# DATA TO PROCESS:
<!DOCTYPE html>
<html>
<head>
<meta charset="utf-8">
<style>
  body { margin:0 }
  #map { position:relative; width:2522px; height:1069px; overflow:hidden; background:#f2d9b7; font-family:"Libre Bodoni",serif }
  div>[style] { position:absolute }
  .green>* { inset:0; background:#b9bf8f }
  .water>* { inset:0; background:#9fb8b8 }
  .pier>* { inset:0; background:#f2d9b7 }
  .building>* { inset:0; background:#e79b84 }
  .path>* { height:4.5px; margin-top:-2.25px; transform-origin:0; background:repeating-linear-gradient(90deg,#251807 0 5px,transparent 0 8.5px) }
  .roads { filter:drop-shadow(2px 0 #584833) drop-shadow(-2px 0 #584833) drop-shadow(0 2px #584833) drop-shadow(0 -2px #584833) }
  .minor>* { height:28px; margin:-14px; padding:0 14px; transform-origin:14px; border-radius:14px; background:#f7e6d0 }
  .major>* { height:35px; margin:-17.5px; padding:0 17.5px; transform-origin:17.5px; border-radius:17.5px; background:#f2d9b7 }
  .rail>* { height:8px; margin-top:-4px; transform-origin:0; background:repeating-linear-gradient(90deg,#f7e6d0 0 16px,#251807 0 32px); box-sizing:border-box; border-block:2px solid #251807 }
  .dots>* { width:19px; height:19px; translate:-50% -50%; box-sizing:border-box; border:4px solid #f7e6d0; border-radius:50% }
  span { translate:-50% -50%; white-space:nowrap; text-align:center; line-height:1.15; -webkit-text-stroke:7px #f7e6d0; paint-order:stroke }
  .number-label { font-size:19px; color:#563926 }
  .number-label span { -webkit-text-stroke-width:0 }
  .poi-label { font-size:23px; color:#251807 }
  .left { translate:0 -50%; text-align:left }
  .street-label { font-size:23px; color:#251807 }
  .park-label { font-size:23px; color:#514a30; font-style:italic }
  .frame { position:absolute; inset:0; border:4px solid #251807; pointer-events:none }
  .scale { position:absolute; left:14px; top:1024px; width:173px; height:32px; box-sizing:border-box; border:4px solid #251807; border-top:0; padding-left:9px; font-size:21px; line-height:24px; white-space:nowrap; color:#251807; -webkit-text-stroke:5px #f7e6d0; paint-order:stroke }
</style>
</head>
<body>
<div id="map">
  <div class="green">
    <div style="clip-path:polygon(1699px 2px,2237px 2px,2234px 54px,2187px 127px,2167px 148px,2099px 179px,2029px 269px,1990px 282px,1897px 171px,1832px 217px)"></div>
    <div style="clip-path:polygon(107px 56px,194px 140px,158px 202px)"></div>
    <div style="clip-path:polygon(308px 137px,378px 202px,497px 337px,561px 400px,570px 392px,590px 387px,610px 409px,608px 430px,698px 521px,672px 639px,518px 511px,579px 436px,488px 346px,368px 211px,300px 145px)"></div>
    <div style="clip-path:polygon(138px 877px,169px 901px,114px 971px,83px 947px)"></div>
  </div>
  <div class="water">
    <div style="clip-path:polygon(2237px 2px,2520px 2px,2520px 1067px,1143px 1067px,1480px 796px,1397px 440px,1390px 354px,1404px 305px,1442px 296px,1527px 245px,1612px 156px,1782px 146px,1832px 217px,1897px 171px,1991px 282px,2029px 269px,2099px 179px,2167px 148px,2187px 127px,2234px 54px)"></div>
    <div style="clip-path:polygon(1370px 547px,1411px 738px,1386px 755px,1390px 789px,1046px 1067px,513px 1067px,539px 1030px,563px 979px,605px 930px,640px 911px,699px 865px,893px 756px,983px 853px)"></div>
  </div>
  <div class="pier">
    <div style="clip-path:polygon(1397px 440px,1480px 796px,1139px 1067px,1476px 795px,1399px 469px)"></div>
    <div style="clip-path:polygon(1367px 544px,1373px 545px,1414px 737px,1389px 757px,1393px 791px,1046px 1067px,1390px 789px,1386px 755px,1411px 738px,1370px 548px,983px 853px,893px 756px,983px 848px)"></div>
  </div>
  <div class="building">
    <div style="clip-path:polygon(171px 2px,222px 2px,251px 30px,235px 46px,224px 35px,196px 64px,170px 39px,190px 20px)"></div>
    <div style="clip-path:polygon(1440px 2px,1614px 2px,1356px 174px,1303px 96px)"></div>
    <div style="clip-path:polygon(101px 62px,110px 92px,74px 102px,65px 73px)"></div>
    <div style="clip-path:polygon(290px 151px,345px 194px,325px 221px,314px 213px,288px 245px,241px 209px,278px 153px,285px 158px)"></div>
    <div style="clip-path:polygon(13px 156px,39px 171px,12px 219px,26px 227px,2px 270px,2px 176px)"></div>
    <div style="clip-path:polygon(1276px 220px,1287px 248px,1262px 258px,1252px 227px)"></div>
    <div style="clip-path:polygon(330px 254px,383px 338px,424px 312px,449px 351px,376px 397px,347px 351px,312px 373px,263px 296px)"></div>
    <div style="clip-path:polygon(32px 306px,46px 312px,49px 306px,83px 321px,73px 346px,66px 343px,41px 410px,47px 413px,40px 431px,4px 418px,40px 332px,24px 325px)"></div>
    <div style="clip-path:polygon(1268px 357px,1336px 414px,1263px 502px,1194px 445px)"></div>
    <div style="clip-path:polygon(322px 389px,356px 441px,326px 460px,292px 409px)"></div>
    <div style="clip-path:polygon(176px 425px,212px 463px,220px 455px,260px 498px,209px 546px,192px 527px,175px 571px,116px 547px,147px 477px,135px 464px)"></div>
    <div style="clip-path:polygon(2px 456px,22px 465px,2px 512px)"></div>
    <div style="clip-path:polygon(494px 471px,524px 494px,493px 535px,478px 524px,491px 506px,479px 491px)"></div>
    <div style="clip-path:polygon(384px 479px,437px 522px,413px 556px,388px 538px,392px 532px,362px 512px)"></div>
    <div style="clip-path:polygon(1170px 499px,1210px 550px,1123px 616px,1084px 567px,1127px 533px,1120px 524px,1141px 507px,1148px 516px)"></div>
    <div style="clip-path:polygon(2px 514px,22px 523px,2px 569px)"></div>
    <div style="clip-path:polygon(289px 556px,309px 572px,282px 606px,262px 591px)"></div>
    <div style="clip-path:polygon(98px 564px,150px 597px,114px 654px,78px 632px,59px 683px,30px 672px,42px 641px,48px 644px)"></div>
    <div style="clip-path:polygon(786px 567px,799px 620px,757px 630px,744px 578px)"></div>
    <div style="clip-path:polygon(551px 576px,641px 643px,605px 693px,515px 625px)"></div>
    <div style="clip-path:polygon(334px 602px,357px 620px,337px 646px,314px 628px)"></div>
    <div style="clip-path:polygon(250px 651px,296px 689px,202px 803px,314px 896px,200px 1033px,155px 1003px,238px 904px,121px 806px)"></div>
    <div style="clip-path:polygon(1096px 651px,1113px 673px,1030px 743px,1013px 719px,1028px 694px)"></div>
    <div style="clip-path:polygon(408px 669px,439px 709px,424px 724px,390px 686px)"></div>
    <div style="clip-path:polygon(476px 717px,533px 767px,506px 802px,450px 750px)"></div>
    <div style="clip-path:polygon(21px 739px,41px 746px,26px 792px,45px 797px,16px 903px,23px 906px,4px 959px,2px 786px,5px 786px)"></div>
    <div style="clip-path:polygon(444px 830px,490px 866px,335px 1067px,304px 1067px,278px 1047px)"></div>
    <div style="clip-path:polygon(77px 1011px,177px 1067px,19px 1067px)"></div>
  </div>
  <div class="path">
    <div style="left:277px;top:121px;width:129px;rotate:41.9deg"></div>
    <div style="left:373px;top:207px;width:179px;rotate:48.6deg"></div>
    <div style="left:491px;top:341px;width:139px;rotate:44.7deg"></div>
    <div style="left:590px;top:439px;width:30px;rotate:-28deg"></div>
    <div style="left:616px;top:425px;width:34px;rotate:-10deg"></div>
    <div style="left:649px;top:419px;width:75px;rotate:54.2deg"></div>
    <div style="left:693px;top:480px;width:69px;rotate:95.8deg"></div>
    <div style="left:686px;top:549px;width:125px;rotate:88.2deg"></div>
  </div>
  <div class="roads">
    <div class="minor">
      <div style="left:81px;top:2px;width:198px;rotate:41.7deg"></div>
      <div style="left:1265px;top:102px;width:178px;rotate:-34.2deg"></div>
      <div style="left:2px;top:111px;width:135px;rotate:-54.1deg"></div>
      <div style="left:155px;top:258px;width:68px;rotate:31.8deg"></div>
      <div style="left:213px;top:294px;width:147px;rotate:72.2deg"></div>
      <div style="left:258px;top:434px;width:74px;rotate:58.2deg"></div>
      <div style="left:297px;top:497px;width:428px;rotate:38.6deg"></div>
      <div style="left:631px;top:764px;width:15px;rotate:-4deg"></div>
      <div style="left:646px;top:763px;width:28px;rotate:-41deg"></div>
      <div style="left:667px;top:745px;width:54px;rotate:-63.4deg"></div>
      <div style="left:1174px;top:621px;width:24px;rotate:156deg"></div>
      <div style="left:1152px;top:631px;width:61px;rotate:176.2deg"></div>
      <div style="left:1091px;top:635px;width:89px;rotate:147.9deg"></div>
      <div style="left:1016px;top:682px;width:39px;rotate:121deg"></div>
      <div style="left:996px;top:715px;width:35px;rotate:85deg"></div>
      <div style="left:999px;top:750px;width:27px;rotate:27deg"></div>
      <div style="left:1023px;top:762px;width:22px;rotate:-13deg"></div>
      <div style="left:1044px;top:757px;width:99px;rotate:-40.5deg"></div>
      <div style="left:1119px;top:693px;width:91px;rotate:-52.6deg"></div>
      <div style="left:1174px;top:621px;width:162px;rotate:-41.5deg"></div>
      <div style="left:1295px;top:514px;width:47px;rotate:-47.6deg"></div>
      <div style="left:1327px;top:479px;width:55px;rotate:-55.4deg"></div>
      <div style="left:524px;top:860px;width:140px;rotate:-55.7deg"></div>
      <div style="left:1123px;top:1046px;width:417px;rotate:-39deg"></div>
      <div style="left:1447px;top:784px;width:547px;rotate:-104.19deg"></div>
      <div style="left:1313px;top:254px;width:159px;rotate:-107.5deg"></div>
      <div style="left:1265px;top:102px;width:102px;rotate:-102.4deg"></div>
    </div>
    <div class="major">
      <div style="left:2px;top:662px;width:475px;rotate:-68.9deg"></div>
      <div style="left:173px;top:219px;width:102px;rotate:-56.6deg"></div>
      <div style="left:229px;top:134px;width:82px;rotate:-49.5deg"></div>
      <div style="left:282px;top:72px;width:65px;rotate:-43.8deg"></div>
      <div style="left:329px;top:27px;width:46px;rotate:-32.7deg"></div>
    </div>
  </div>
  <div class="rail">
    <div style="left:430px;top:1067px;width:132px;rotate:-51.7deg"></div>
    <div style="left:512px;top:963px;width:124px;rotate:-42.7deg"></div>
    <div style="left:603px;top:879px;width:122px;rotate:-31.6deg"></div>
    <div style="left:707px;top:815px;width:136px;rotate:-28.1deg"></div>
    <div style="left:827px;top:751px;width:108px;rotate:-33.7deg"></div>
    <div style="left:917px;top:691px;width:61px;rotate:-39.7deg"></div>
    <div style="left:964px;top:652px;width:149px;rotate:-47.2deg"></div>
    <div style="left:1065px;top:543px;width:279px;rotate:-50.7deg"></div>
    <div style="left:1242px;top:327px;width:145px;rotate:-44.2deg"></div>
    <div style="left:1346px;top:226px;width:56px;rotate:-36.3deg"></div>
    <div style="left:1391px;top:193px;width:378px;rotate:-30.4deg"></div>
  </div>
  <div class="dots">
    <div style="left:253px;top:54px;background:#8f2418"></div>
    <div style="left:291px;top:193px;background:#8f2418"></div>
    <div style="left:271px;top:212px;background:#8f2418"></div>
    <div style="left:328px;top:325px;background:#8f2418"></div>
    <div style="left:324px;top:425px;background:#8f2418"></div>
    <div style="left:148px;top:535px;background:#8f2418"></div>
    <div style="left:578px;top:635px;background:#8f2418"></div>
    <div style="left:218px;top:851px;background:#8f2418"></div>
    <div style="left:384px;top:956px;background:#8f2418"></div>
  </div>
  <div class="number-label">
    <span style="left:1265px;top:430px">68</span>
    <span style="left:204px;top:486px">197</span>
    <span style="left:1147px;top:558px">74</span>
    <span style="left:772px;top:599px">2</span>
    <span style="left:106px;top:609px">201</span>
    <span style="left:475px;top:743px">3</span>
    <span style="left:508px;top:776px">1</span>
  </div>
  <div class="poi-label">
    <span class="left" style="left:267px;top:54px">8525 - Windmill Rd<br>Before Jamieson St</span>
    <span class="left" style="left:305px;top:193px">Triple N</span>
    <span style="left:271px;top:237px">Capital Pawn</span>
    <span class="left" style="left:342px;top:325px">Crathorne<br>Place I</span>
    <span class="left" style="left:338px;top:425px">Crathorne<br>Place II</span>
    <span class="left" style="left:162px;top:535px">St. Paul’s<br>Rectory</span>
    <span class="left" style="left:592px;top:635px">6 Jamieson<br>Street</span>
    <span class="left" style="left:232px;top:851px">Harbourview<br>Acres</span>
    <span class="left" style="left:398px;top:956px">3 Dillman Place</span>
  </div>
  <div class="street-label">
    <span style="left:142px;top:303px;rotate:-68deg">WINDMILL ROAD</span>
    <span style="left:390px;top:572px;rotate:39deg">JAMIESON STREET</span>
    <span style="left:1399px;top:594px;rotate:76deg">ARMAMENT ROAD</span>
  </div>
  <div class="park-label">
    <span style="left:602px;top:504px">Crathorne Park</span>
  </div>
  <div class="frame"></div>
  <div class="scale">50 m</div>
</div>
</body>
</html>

# TASK DETAILS:
For every line above that includes the string "roads", copy the line.

# OUTPUT:
  .roads { filter:drop-shadow(2px 0 #584833) drop-shadow(-2px 0 #584833) drop-shadow(0 2px #584833) drop-shadow(0 -2px #584833) }
  <div class="roads">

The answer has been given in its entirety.